▸ **WORK ITEM**:
A word-for-word copy of the entries, with images excluded, is the expected answer.

━━━━━ MATERIAL FOR THIS TASK

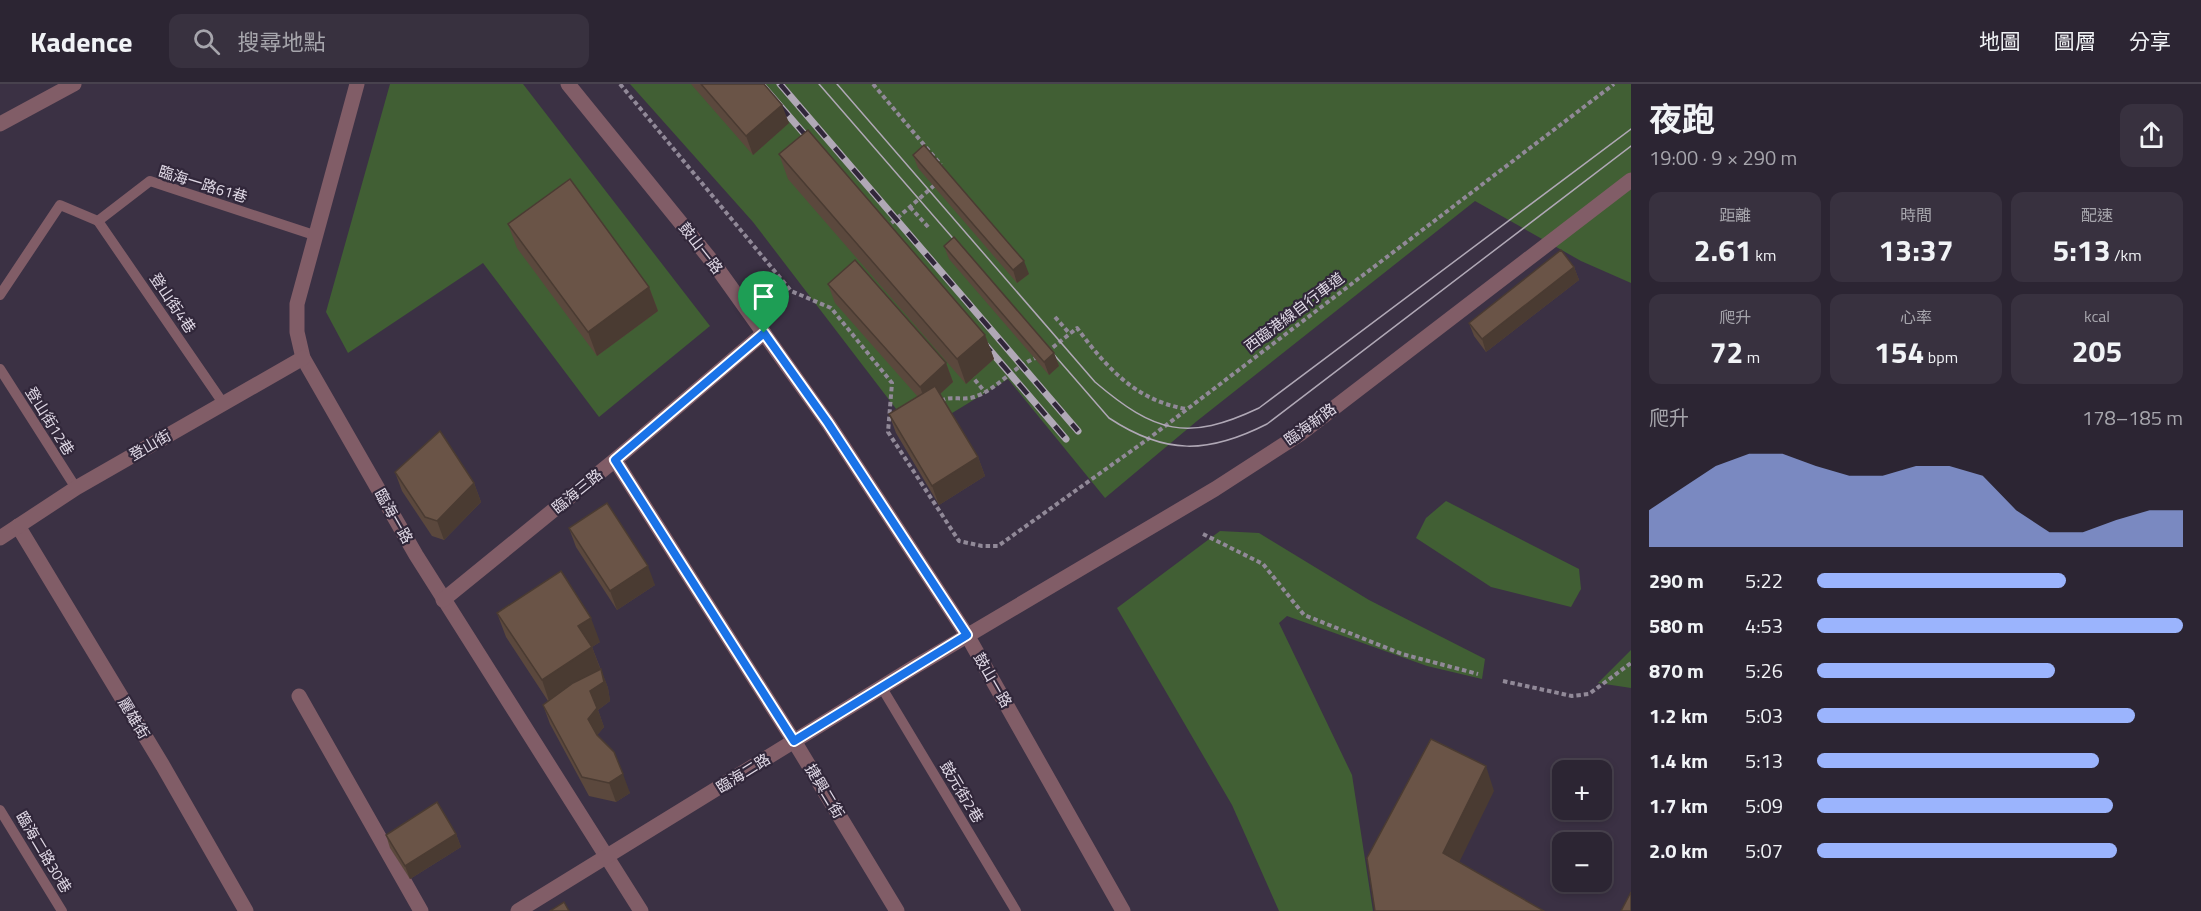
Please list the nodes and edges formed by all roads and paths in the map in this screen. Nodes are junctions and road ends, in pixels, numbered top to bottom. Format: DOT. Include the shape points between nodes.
graph roads {
  1 [pos="74,84"];
  2 [pos="357,84"];
  3 [pos="568,84"];
  4 [pos="620,84"];
  5 [pos="873,84"];
  6 [pos="1614,84"];
  7 [pos="0,124"];
  8 [pos="948,173"];
  9 [pos="943,177"];
  10 [pos="1631,180"];
  11 [pos="939,181"];
  12 [pos="945,189"];
  13 [pos="910,207"];
  14 [pos="98,220"];
  15 [pos="929,228"];
  16 [pos="314,235"];
  17 [pos="878,235"];
  18 [pos="0,295"];
  19 [pos="1055,316"];
  20 [pos="764,333"];
  21 [pos="1070,334"];
  22 [pos="1035,348"];
  23 [pos="1041,356"];
  24 [pos="303,358"];
  25 [pos="962,365"];
  26 [pos="0,369"];
  27 [pos="985,392"];
  28 [pos="223,403"];
  29 [pos="936,404"];
  30 [pos="1187,409"];
  31 [pos="897,426"];
  32 [pos="888,432"];
  33 [pos="615,460"];
  34 [pos="76,488"];
  35 [pos="18,526"];
  36 [pos="1203,534"];
  37 [pos="0,538"];
  38 [pos="443,600"];
  39 [pos="967,635"];
  40 [pos="1631,663"];
  41 [pos="1478,674"];
  42 [pos="1503,681"];
  43 [pos="882,688"];
  44 [pos="299,696"];
  45 [pos="794,741"];
  46 [pos="0,810"];
  47 [pos="608,856"];
  48 [pos="62,911"];
  49 [pos="246,911"];
  50 [pos="421,911"];
  51 [pos="518,911"];
  52 [pos="641,911"];
  53 [pos="897,911"];
  54 [pos="1016,911"];
  55 [pos="1123,911"];
  1 -- 7 [label="street"];
  2 -- 16 [label="street, 臨海一路"];
  3 -- 20 [label="street, 鼓山一路" via="715,265"];
  4 -- 32 [label="path" via="791,291 831,309 892,383"];
  5 -- 8 [label="path"];
  6 -- 30 [label="path, 西臨港線自行車道"];
  9 -- 11 [label="path"];
  10 -- 39 [label="street, 臨海新路" via="1300,434 1161,522"];
  11 -- 12 [label="path"];
  11 -- 13 [label="path"];
  13 -- 15 [label="path"];
  13 -- 17 [label="path"];
  14 -- 16 [label="lane, 臨海一路61巷" via="150,181"];
  14 -- 18 [label="lane" via="60,205"];
  14 -- 28 [label="lane, 登山街4巷"];
  16 -- 24 [label="street, 臨海一路" via="297,304 297,332"];
  19 -- 21 [label="path"];
  20 -- 33 [label="street, 臨海三路"];
  20 -- 39 [label="street, 鼓山一路"];
  21 -- 23 [label="path"];
  21 -- 30 [label="path" via="1077,328 1105,366 1136,391 1155,401"];
  22 -- 23 [label="path"];
  23 -- 27 [label="path" via="1021,363"];
  24 -- 28 [label="street, 登山街"];
  24 -- 38 [label="street, 臨海一路"];
  25 -- 27 [label="path"];
  26 -- 34 [label="lane, 登山街12巷"];
  27 -- 29 [label="path"];
  28 -- 34 [label="street, 登山街"];
  30 -- 32 [label="path, 西臨港線自行車道" via="999,546 959,541"];
  31 -- 32 [label="path"];
  33 -- 38 [label="street, 臨海三路"];
  33 -- 45 [label="street, 捷興二街"];
  34 -- 35 [label="street, 登山街"];
  35 -- 37 [label="street, 登山街"];
  35 -- 49 [label="street, 麗雄街"];
  36 -- 41 [label="path" via="1263,564 1304,615 1402,654"];
  38 -- 47 [label="street, 臨海一路"];
  39 -- 43 [label="street, 臨海二路"];
  39 -- 55 [label="street, 鼓山一路"];
  40 -- 42 [label="path" via="1589,694 1572,696"];
  43 -- 45 [label="street, 臨海二路"];
  43 -- 54 [label="lane, 鼓元街2巷"];
  44 -- 50 [label="street"];
  45 -- 47 [label="street, 臨海二路"];
  45 -- 53 [label="street, 捷興二街"];
  46 -- 48 [label="lane, 臨海二路30巷"];
  47 -- 51 [label="street, 臨海二路"];
  47 -- 52 [label="street, 臨海一路"];
}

━━━━━━━━━━

▸ **RESULT OF THIS EXERCISE**:
Please list the nodes and edges formed by all roads and paths in the map in this screen. Nodes are junctions and road ends, in pixels, numbered top to bottom. Format: DOT. Include the shape points between nodes.
graph roads {
  1 [pos="74,84"];
  2 [pos="357,84"];
  3 [pos="568,84"];
  4 [pos="620,84"];
  5 [pos="873,84"];
  6 [pos="1614,84"];
  7 [pos="0,124"];
  8 [pos="948,173"];
  9 [pos="943,177"];
  10 [pos="1631,180"];
  11 [pos="939,181"];
  12 [pos="945,189"];
  13 [pos="910,207"];
  14 [pos="98,220"];
  15 [pos="929,228"];
  16 [pos="314,235"];
  17 [pos="878,235"];
  18 [pos="0,295"];
  19 [pos="1055,316"];
  20 [pos="764,333"];
  21 [pos="1070,334"];
  22 [pos="1035,348"];
  23 [pos="1041,356"];
  24 [pos="303,358"];
  25 [pos="962,365"];
  26 [pos="0,369"];
  27 [pos="985,392"];
  28 [pos="223,403"];
  29 [pos="936,404"];
  30 [pos="1187,409"];
  31 [pos="897,426"];
  32 [pos="888,432"];
  33 [pos="615,460"];
  34 [pos="76,488"];
  35 [pos="18,526"];
  36 [pos="1203,534"];
  37 [pos="0,538"];
  38 [pos="443,600"];
  39 [pos="967,635"];
  40 [pos="1631,663"];
  41 [pos="1478,674"];
  42 [pos="1503,681"];
  43 [pos="882,688"];
  44 [pos="299,696"];
  45 [pos="794,741"];
  46 [pos="0,810"];
  47 [pos="608,856"];
  48 [pos="62,911"];
  49 [pos="246,911"];
  50 [pos="421,911"];
  51 [pos="518,911"];
  52 [pos="641,911"];
  53 [pos="897,911"];
  54 [pos="1016,911"];
  55 [pos="1123,911"];
  1 -- 7 [label="street"];
  2 -- 16 [label="street, 臨海一路"];
  3 -- 20 [label="street, 鼓山一路" via="715,265"];
  4 -- 32 [label="path" via="791,291 831,309 892,383"];
  5 -- 8 [label="path"];
  6 -- 30 [label="path, 西臨港線自行車道"];
  9 -- 11 [label="path"];
  10 -- 39 [label="street, 臨海新路" via="1300,434 1161,522"];
  11 -- 12 [label="path"];
  11 -- 13 [label="path"];
  13 -- 15 [label="path"];
  13 -- 17 [label="path"];
  14 -- 16 [label="lane, 臨海一路61巷" via="150,181"];
  14 -- 18 [label="lane" via="60,205"];
  14 -- 28 [label="lane, 登山街4巷"];
  16 -- 24 [label="street, 臨海一路" via="297,304 297,332"];
  19 -- 21 [label="path"];
  20 -- 33 [label="street, 臨海三路"];
  20 -- 39 [label="street, 鼓山一路"];
  21 -- 23 [label="path"];
  21 -- 30 [label="path" via="1077,328 1105,366 1136,391 1155,401"];
  22 -- 23 [label="path"];
  23 -- 27 [label="path" via="1021,363"];
  24 -- 28 [label="street, 登山街"];
  24 -- 38 [label="street, 臨海一路"];
  25 -- 27 [label="path"];
  26 -- 34 [label="lane, 登山街12巷"];
  27 -- 29 [label="path"];
  28 -- 34 [label="street, 登山街"];
  30 -- 32 [label="path, 西臨港線自行車道" via="999,546 959,541"];
  31 -- 32 [label="path"];
  33 -- 38 [label="street, 臨海三路"];
  33 -- 45 [label="street, 捷興二街"];
  34 -- 35 [label="street, 登山街"];
  35 -- 37 [label="street, 登山街"];
  35 -- 49 [label="street, 麗雄街"];
  36 -- 41 [label="path" via="1263,564 1304,615 1402,654"];
  38 -- 47 [label="street, 臨海一路"];
  39 -- 43 [label="street, 臨海二路"];
  39 -- 55 [label="street, 鼓山一路"];
  40 -- 42 [label="path" via="1589,694 1572,696"];
  43 -- 45 [label="street, 臨海二路"];
  43 -- 54 [label="lane, 鼓元街2巷"];
  44 -- 50 [label="street"];
  45 -- 47 [label="street, 臨海二路"];
  45 -- 53 [label="street, 捷興二街"];
  46 -- 48 [label="lane, 臨海二路30巷"];
  47 -- 51 [label="street, 臨海二路"];
  47 -- 52 [label="street, 臨海一路"];
}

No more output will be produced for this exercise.